● What you have to do:
Each entry below should be restated word for word, without any picture it contains.
*** Opening of Records to use ***
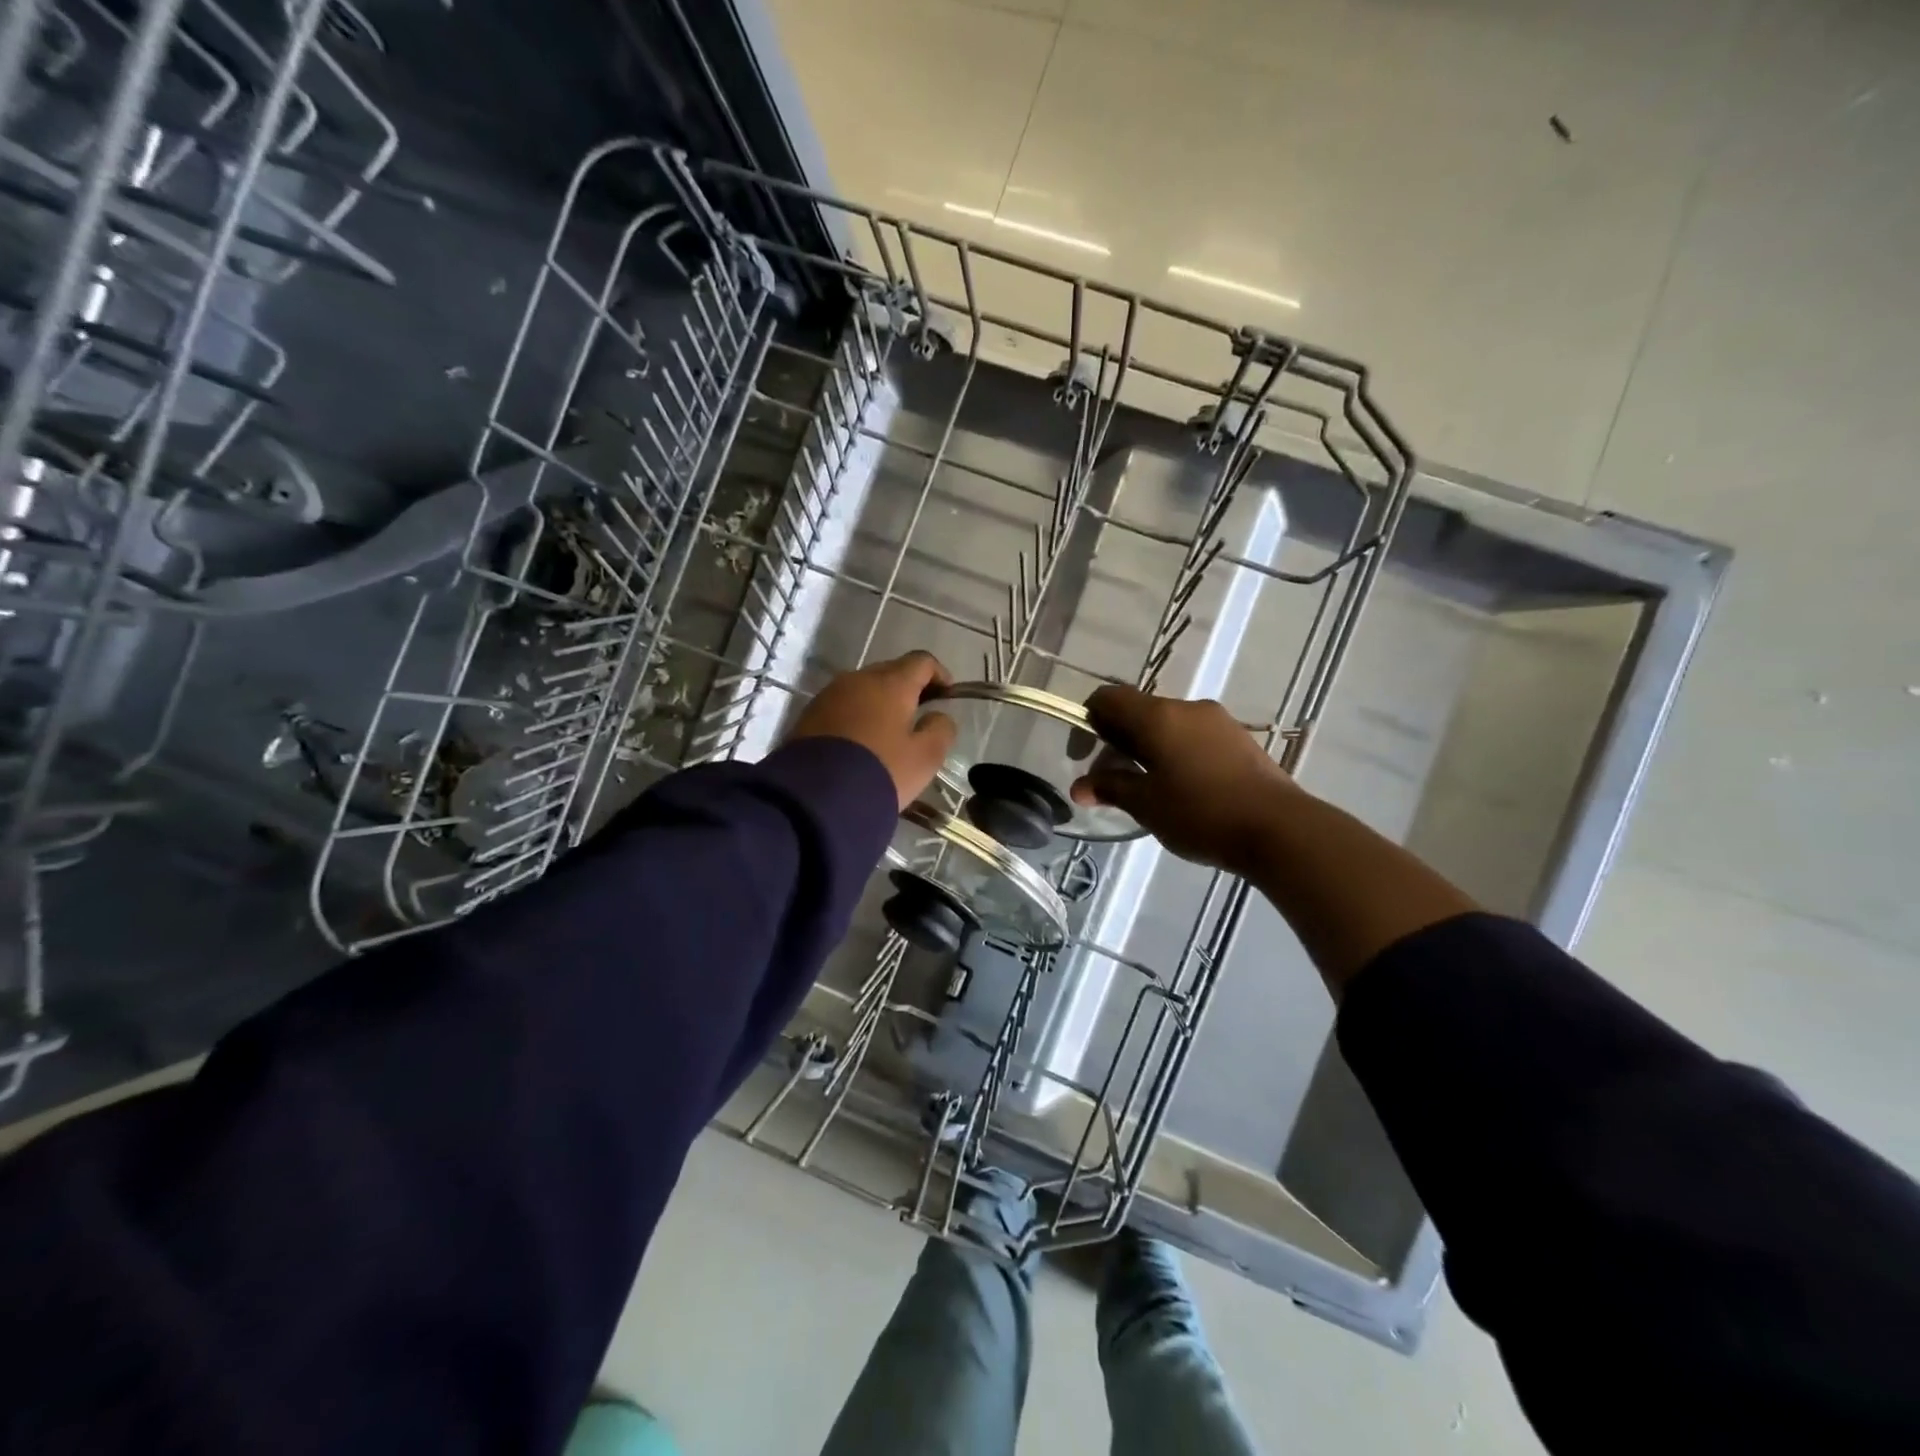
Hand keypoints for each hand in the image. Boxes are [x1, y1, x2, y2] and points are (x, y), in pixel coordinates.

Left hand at [786, 652, 957, 809]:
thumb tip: (938, 716)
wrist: (817, 796)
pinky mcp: (808, 715)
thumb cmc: (881, 772)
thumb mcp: (925, 758)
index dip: (939, 674)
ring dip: (880, 702)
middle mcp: (858, 679)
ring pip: (863, 689)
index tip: (948, 695)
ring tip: (889, 731)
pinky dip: (857, 716)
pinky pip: (842, 706)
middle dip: (908, 687)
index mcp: (891, 683)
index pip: (921, 661)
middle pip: (890, 671)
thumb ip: (941, 730)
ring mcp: (829, 695)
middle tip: (919, 714)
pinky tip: (861, 741)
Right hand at [1070, 684, 1299, 875]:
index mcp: (1158, 716)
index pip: (1108, 698)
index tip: (1084, 756)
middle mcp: (1187, 708)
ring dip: (1147, 749)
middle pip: (1138, 711)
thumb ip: (1110, 788)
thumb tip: (1080, 787)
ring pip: (1167, 725)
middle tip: (1111, 780)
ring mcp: (1218, 722)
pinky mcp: (1239, 740)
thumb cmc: (1201, 813)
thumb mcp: (1146, 805)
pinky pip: (1193, 736)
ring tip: (1147, 789)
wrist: (1280, 828)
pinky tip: (1181, 788)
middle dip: (1117, 741)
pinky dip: (1175, 753)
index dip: (1088, 722)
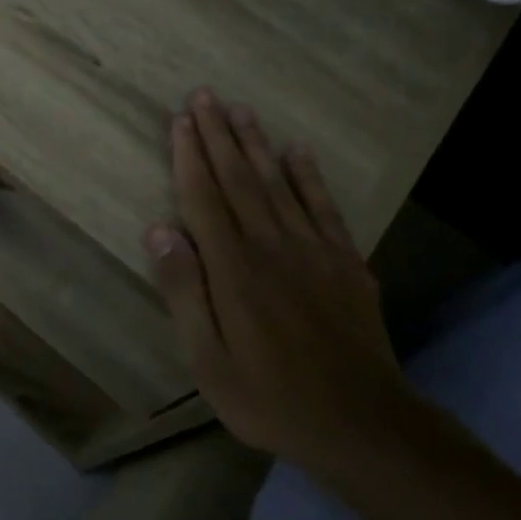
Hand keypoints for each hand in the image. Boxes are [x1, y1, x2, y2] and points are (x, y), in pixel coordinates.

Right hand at [146, 89, 409, 471]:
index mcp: (233, 268)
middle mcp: (272, 246)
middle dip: (219, 135)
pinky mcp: (346, 263)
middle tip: (205, 96)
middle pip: (240, 179)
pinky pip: (324, 207)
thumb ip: (184, 291)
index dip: (190, 156)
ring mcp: (314, 251)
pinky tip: (298, 151)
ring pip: (279, 183)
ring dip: (257, 144)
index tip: (180, 120)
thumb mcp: (208, 359)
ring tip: (241, 110)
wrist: (361, 424)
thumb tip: (159, 230)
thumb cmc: (269, 397)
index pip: (204, 198)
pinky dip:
*** Close of Records to use ***
● Exercise solution:
Hand keypoints for each hand in the image. Boxes are [x1, y1, x2, y2] and points are (x, y), in pixel coordinates.

Left hand at [786, 652, 957, 809]:
thumb tip: (938, 716)
wrist: (817, 796)
pinky mcp: (808, 715)
thumb cmc: (881, 772)
thumb mcp: (925, 758)
index dip: (939, 674)
ring dip: (880, 702)
middle mcp: (858, 679)
ring pip: (863, 689)
index tip: (948, 695)
ring tip: (889, 731)
pinky dip: (857, 716)
pinky pip: (842, 706)
middle dip: (908, 687)
index mcp: (891, 683)
index pip: (921, 661)
middle pip: (890, 671)
thumb ip: (941, 730)
ring mcp: (829, 695)
middle tip: (919, 714)
pinky tip: (861, 741)
Right hand at [1070, 684, 1299, 875]:
index mcp: (1158, 716)
index pip: (1108, 698)
index tip: (1084, 756)
middle mcp: (1187, 708)
ring dip: (1147, 749)
middle pip: (1138, 711)
thumb ip: (1110, 788)
thumb tip: (1080, 787)
ring pip: (1167, 725)
middle tip: (1111, 780)
ring mcp: (1218, 722)
pinky mcp: (1239, 740)
thumb cmc: (1201, 813)
thumb mcp: (1146, 805)
pinky pip: (1193, 736)
ring tip: (1147, 789)
wrist: (1280, 828)
pinky tip: (1181, 788)
middle dip: (1117, 741)
pinky dip: (1175, 753)
index dip: (1088, 722)
Hand keypoints for each hand in the image. Boxes are [x1, y1, x2, y2] and points are (x, y), in pixel coordinates.

Right hand at [146, 89, 409, 471]:
index mcp: (233, 268)
middle mcp: (272, 246)
middle dip: (219, 135)
pinky mcp: (346, 263)
middle tip: (205, 96)
middle pip: (240, 179)
pinky pip: (324, 207)
thumb ip: (184, 291)
index dip: (190, 156)
ring mcp: (314, 251)
pinky tip: (298, 151)
ring pip: (279, 183)
ring dip: (257, 144)
index tip: (180, 120)
thumb mcp: (208, 359)
ring tip: (241, 110)
wrist: (361, 424)
thumb tip: (159, 230)
thumb cmc: (269, 397)
index pip: (204, 198)
pinky dip:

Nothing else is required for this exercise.